Behind the name of this critically and commercially acclaimed dance music act, are two ultimate music lovers: Tom Findlay and Andy Cato. Their roots lie in the musical background of the rough and raw 90s UK raves, soul, jazz and organising parties in Shoreditch. That’s why, after terminating touring as a live act, from 2013 Groove Armada dedicated themselves to spin the decks exclusively. It is not our first interview with Groove Armada’s one half, Tom, thus this time we decided to blend the interview with more background on the present past and future plans of Groove Armada.
In the early 90s in England the spirit was all about raves and get togethers, from there they took the outlook of rather “no theme, just desks, people and music”. The two met at Tom’s attic room in Cambridge “I remember Andy coming in and stooping because he’s about 6ft 8. I’d never seen anyone that big in that very small room.”
From there on, both guys moved to London and started organising and playing at party nights, under the name “Captain Sensual at the Helm of the Groove Armada”, where their moniker originated. “Most of it is just a big blur of having a really good time. It’s more a feeling now. I cycle through Shoreditch a fair bit and see warehouses (now offices and swanky flats) that we used to crawl through in order to put on parties. Lots of them.”(Tom).

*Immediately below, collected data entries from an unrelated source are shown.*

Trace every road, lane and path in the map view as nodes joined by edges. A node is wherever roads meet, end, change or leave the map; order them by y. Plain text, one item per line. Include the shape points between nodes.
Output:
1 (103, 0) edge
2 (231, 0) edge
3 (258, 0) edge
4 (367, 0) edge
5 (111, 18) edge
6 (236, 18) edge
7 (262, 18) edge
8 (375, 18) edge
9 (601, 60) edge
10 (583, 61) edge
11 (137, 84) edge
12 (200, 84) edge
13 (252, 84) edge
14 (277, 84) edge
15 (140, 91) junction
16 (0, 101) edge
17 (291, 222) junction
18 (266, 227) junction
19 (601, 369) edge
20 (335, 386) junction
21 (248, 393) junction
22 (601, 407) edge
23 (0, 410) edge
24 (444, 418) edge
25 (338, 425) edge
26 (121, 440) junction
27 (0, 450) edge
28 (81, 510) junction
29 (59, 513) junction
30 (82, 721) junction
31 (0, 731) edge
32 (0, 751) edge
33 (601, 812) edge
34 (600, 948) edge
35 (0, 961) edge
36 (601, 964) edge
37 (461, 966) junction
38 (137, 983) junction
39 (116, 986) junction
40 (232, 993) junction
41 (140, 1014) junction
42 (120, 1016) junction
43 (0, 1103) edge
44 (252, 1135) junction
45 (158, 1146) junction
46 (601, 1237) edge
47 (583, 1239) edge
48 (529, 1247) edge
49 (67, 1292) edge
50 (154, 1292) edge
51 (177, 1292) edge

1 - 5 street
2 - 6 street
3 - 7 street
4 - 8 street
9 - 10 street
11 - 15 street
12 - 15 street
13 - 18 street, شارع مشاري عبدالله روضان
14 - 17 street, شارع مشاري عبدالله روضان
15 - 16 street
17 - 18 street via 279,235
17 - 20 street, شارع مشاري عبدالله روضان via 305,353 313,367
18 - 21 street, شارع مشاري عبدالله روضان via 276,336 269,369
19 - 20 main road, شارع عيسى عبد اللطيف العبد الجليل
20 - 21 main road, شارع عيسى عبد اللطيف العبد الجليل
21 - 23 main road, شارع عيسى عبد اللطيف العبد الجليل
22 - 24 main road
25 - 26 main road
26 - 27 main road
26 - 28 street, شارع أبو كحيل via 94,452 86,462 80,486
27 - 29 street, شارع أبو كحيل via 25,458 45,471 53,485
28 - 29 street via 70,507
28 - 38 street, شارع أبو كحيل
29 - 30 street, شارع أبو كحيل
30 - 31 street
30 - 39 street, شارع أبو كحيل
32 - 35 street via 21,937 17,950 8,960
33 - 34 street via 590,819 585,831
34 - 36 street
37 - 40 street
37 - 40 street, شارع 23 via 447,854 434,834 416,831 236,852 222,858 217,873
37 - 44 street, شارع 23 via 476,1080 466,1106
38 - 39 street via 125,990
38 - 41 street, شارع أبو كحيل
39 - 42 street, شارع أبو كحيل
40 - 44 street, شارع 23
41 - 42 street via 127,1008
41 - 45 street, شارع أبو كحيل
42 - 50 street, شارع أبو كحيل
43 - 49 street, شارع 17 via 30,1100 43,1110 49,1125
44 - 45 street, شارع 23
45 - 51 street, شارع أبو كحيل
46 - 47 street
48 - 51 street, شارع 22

Tom and Andy complement each other with a melodic, generic house sound. Influenced by Andy’s instrumental teaching of trombone and Tom’s musical style, deeply rooted in soul, disco and Chicago house. Generally their broad spectrum can be felt throughout their own productions, the series of Late Night Tales for instance, of which Groove Armada has performed three times as much as their live sets. Aside their spectacular musical career, the duo is famous for voicing and acting upon environmental issues as well as establishing one of London’s biggest music festival Lovebox.
Even at the peak of their career, Groove Armada never did release or firmly establish their own music label. After the first album “Northern Star”, which included the downbeat anthem ‘At the River’, came key label recognition. Their albums on Jive, SONY and BMG sold millions of copies, garnering Grammy and Brit Nominations, but as Andy stated in an interview in 2007, the labels were not giving much support for the non-pop act ideas at the time.
Many big guys have used this as a break point to create a label, but Tom simply answers “The world does not need another dance label.” Instead, their focus now is getting their music on the indie labels they really love: Aus, Hot Creations, Hypercolour, and similar. And so they are doing. Their new album “Little Black book” released on Moda Black in July of 2015 is filled up with brand new tracks by Groove Armada themselves followed by remixes made by Kölsch, Joris Voorn, Huxley among others.
Though he added, initially Lovebox was actually established as a label, but then it “went bust”, later on it became a club, then a festival, which grew into one of London’s biggest ones, held in Victoria Park, with the opening event selling out the capacity of 10,000 in two days when they started.